In October, 2014, we did a pair of PCB layouts for an analog synthesizer for music recording. This design is a basic demonstration of the superior capabilities of Altium Designer over CadSoft Eagle. The simple fact is that a project like the FPGA-DDR3 board we designed before this is impossible to do in Eagle, whereas a basic project like this is merely painful to do in Eagle.

Our client provided us with his schematics in Eagle format. Altium’s Eagle importer works very well for both schematics and PCB’s. Eagle allows placement of designators in the library, but Altium does not, so the redundant designator fields appeared as dots in the schematics which were somewhat difficult to eliminate.

Very few changes were made to the client’s schematics, but switching to a heirarchical structure would have improved the relatability of the net identifiers between similar sheet modules in the design and also avoided potential naming conflicts. Eagle V7 only just implemented heirarchical design which has been in Altium since at least 1994 when I started using Protel. The real issue with Eagle isn’t how they’re just catching up to Altium’s most basic features, it’s the extremely poor user interface.

Our client provided a PCB file with board dimensions and positions of the panel controls. Slot holes in the PCB were imported as polygon shapes with just round holes which needed to be corrected, but per my habit the symbols were completely verified against datasheets. Altium imported all of Eagle’s extraneous layers as mechanical layers. There seemed to be hundreds (numbered up to 255) of layers to search through and delete the junk objects on them (this is actually much worse to deal in Eagle itself which has no way to disable or hide layers or to tell if anything is even on a layer). The ratsnest was imported on one of the mechanical layers as lines which had to be deleted, but this was not apparent at first because, you know, they deceptively look like the ratsnest.

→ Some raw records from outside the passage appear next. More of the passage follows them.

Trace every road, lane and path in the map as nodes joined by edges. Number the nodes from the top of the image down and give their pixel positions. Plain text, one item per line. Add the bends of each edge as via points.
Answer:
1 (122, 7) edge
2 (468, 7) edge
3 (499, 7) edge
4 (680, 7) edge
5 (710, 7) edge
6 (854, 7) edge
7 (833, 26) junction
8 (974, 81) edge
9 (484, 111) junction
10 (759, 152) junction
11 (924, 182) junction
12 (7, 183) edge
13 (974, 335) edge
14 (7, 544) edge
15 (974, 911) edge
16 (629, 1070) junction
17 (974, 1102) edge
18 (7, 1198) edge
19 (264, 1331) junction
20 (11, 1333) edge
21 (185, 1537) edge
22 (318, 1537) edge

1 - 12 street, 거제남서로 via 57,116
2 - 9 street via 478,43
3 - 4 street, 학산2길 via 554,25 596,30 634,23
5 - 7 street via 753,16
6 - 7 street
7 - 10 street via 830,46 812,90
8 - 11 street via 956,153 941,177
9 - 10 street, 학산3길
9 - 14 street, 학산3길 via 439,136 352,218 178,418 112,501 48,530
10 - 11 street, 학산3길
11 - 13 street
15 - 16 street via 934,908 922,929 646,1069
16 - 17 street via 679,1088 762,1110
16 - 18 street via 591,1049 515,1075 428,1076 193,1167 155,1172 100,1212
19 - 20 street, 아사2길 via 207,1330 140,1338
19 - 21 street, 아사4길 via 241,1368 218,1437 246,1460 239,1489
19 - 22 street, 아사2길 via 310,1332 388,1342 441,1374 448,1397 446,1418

The main PCB is a 4-layer design intended to minimize crosstalk between the various analog modules. The layout was not especially challenging except for the need to route so many signals to banks of header strips connecting to the control panel which caused lots of contentions. The panel PCB is extremely basic, consisting of the user interface components: jacks, switches, sliders, and dials. The headers could only be placed in gaps between the controls, which consequently restricted the layout of the main board.

After completion, the client requested the files to be converted back into Eagle format. Eagle can import the Altium PCB if you save it in ASCII format first, which you can only do if you have a license for Altium, which our client does not. Eagle really needs to stop treating the old P-CAD file format as current. Eagle could not import the Altium 14 schematics at all unfortunately. The importer is not even up to date on the nearly decade out of date P-CAD schematic file format.